Co-delivery of doxorubicin and curcumin by polymeric micelles for improving antitumor efficacy on breast carcinoma

Abstract

To date, combination chemotherapy has become a standard regimen to treat cancer patients. However, combination therapy with drugs having distinct properties such as solubility generally requires use of multiple carriers or solvents, which limits the likelihood of simultaneous delivery. In this work, we used biodegradable poly(ethylene glycol)–poly(ε-caprolactone) (mPEG–PCL) micelles as the co-delivery system to load hydrophilic doxorubicin (Dox) and hydrophobic curcumin (Cur) to achieve combination therapy.
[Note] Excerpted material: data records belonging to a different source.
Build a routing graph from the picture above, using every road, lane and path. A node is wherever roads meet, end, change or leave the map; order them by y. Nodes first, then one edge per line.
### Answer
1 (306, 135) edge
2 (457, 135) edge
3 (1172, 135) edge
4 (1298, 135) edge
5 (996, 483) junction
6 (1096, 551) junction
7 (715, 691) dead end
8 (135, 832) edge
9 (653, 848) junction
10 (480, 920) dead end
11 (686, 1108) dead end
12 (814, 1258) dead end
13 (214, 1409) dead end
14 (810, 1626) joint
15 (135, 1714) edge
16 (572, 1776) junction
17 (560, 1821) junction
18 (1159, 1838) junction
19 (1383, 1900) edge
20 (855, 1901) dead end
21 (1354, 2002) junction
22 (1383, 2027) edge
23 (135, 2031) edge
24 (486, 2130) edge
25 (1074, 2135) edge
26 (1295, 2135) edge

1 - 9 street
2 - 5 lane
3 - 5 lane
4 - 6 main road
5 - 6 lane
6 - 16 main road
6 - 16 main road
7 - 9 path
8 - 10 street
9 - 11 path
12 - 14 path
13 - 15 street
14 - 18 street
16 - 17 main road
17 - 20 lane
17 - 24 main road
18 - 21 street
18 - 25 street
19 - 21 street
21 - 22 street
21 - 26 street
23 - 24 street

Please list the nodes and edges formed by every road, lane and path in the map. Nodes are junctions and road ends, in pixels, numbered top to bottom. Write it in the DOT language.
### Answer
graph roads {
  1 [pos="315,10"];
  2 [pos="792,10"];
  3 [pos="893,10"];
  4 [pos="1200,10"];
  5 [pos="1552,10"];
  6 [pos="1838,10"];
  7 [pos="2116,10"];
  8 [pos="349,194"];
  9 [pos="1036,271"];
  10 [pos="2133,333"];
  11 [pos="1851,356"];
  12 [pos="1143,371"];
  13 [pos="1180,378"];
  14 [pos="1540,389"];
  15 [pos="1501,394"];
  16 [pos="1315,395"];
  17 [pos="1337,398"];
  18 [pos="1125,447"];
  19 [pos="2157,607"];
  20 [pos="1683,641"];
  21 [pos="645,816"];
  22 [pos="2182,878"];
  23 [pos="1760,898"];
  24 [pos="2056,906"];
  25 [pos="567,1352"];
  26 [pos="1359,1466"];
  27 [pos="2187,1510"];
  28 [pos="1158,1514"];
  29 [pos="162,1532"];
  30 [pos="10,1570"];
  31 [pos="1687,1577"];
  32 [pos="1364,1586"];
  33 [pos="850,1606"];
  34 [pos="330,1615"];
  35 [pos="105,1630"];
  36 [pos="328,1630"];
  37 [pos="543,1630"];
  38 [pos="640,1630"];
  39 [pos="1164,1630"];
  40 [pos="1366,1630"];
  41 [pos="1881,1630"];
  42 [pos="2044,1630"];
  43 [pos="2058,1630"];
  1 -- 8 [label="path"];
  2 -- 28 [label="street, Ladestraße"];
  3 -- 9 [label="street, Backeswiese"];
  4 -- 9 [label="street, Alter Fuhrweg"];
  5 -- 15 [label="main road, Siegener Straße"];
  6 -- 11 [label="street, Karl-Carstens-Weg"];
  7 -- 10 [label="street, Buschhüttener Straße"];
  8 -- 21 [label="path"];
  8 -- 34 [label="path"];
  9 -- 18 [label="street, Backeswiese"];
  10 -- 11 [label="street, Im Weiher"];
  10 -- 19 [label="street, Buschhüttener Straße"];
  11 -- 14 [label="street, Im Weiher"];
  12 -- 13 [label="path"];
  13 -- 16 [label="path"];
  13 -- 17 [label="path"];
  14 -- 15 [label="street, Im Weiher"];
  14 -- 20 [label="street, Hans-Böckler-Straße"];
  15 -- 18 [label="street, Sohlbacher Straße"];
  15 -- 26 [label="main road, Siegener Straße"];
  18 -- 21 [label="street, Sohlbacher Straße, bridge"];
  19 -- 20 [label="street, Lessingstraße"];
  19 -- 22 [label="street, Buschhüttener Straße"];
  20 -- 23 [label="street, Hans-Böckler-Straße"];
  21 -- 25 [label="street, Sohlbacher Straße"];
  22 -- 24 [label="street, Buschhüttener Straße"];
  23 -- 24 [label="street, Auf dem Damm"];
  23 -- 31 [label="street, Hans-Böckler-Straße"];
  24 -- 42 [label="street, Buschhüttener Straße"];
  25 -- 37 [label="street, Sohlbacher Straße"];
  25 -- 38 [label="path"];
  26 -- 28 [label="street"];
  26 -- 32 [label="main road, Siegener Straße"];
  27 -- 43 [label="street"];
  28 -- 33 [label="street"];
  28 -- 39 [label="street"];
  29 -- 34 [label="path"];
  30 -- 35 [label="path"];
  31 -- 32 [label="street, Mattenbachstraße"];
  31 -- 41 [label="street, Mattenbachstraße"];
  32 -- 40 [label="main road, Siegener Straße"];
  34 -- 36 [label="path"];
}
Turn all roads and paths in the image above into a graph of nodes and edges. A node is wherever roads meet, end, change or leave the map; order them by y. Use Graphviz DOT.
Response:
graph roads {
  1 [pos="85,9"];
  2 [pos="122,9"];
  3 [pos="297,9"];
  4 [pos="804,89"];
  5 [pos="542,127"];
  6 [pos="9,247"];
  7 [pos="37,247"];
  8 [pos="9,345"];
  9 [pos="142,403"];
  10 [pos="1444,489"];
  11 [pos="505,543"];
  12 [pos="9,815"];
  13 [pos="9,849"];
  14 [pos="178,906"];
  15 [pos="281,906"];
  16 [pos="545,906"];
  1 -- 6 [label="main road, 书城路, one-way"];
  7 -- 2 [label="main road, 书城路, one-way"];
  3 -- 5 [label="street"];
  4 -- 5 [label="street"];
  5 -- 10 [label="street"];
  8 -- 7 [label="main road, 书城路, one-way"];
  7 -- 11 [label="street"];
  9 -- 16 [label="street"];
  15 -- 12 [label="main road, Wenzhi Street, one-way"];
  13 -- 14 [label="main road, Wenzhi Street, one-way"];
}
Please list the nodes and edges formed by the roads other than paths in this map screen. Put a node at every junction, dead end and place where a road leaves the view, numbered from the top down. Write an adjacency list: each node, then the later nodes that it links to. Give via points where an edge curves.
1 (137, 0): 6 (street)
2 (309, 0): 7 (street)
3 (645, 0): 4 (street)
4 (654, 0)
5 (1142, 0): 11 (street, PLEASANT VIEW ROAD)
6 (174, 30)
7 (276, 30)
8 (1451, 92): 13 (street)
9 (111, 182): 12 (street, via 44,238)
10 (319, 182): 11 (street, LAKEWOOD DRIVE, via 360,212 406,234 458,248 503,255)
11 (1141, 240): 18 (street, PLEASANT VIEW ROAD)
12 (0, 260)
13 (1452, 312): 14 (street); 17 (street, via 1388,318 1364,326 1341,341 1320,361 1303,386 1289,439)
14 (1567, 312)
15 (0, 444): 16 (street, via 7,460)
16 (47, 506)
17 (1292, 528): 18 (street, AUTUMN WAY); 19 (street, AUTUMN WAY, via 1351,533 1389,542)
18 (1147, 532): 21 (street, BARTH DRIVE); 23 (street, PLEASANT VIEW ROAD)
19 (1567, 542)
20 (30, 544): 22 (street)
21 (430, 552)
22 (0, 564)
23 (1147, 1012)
The co-encapsulation of Dox and Cur into mPEG–PCL micelles was carried out by a simple self-assembly procedure, which was absent of organic solvents, surfactants and vigorous stirring. The prepared Dox and Cur co-loaded micelles (Dox–Cur-M) were monodisperse with small particle size, high encapsulation efficiency (EE) and sustained release behavior. Furthermore, we found the Dox–Cur-M exhibited remarkable progress in either cytotoxic activities or apoptotic effects compared with Dox-M or Cur-M at equivalent concentrations, which was primarily attributed to enhanced cellular uptake of Dox by Cur. In addition, in a subcutaneous 4T1 breast tumor model in vivo, the Dox–Cur-M was more effective in suppressing tumor growth and spontaneous pulmonary metastasis in comparison with the same dose of Dox-M and Cur-M. In conclusion, micellar co-delivery of Dox and Cur could synergistically potentiate antitumor effects on breast tumor.